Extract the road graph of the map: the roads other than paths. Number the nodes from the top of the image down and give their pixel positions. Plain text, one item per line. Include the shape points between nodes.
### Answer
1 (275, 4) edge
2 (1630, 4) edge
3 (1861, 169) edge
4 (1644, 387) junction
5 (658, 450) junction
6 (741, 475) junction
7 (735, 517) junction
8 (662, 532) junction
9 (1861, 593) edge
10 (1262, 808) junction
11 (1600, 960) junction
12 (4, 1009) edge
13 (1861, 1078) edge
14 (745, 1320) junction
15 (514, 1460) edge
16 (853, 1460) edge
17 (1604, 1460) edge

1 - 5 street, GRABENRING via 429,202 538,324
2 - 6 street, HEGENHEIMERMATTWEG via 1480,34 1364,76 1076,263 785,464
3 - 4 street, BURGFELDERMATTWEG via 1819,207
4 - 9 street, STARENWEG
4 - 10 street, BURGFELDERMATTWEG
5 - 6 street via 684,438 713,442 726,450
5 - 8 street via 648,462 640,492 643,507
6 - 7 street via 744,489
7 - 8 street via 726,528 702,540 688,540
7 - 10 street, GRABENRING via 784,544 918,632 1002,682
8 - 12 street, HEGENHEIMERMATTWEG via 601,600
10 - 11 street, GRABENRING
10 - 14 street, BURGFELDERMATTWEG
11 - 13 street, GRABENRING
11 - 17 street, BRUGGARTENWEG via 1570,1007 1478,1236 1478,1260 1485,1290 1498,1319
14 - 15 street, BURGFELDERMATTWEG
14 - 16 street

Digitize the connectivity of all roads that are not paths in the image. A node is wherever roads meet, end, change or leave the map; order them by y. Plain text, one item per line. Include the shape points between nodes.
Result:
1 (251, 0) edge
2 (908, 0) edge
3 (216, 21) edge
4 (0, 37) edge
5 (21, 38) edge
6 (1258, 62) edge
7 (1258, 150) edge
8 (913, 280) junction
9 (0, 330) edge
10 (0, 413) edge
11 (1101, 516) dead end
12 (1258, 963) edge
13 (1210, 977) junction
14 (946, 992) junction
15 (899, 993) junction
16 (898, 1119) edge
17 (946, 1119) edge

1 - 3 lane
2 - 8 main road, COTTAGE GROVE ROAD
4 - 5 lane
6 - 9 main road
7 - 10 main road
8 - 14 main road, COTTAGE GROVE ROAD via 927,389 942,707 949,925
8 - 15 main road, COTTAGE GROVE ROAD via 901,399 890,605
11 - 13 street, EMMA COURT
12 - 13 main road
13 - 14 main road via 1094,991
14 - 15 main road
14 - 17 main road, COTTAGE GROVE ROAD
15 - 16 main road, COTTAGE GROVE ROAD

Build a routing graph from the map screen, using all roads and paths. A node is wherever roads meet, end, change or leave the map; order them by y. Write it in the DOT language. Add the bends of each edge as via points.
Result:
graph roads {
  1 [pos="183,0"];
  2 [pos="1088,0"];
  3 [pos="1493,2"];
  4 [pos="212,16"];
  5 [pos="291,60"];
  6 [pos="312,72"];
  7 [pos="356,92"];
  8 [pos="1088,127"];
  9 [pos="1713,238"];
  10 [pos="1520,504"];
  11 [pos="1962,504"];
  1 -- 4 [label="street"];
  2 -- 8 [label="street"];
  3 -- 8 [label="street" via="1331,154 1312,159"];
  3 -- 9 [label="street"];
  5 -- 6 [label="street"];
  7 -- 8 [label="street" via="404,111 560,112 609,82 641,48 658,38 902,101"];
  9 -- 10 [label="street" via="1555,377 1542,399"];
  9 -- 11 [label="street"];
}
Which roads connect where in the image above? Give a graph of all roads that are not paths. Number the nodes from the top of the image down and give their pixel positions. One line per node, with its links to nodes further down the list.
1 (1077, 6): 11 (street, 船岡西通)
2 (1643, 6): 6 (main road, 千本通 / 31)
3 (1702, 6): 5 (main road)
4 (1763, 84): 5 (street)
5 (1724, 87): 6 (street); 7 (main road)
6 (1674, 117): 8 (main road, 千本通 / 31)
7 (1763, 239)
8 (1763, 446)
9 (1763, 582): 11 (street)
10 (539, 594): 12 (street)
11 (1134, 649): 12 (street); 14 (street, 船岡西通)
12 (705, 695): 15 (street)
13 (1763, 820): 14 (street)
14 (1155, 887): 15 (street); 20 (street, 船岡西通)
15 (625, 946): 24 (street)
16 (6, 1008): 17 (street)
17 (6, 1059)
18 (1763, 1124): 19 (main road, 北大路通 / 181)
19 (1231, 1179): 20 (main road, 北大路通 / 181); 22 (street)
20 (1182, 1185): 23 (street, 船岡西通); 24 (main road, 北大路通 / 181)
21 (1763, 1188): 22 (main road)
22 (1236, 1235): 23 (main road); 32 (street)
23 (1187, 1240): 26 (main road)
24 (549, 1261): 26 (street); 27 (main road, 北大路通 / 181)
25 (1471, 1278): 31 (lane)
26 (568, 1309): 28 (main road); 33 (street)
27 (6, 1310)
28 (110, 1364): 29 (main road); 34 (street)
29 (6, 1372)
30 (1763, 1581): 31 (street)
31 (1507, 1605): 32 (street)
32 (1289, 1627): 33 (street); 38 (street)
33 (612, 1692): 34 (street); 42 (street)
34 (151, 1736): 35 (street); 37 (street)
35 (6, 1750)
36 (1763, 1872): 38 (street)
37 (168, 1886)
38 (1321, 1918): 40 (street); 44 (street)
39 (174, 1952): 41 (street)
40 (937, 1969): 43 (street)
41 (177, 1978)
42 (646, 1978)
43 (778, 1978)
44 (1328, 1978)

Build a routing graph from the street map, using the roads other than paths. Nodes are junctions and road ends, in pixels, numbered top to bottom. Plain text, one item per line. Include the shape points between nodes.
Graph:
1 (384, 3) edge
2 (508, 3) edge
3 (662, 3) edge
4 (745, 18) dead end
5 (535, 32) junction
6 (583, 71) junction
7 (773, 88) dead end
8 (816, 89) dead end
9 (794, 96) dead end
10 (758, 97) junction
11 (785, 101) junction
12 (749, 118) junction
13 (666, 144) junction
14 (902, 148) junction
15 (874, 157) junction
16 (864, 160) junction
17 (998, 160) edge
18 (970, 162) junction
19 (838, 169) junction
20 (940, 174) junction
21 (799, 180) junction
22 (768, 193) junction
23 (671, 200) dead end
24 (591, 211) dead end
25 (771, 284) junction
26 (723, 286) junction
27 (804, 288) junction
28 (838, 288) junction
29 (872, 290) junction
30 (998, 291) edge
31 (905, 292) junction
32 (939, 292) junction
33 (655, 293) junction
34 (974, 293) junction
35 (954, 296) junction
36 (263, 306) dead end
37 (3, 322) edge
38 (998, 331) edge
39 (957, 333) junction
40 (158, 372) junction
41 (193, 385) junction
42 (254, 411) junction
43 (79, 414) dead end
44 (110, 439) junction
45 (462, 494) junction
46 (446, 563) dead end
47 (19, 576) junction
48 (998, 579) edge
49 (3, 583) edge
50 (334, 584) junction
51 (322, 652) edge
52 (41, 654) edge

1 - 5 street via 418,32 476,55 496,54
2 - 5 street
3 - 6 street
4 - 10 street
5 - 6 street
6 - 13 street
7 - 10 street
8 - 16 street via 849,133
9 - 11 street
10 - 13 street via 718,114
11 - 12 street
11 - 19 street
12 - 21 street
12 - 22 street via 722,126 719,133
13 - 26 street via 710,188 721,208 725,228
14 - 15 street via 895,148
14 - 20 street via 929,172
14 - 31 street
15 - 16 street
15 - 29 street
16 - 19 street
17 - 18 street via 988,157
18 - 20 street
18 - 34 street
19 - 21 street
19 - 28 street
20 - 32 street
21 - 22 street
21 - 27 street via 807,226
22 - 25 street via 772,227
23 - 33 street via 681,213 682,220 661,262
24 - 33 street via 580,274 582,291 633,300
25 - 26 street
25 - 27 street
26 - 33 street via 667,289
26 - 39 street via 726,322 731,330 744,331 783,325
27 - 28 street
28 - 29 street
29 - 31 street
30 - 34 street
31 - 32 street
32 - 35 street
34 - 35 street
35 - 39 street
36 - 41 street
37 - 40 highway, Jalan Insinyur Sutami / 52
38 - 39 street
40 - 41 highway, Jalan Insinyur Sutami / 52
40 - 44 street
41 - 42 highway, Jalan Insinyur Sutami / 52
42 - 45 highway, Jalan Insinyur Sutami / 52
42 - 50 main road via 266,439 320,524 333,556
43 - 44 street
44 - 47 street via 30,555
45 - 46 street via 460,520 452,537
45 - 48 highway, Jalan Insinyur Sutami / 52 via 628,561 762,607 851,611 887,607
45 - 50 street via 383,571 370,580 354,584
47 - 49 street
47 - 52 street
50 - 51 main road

What the task requires ::
Could you copy out every line in the listing where the word "their" appears?

Solution ::
Extract the road graph of the map: the roads other than paths. Number the nodes from the top of the image down and give their pixel positions. Plain text, one item per line. Include the shape points between nodes.
Which roads connect where in the image above? Give a graph of all roads that are not paths. Number the nodes from the top of the image down and give their pixel positions. One line per node, with its links to nodes further down the list.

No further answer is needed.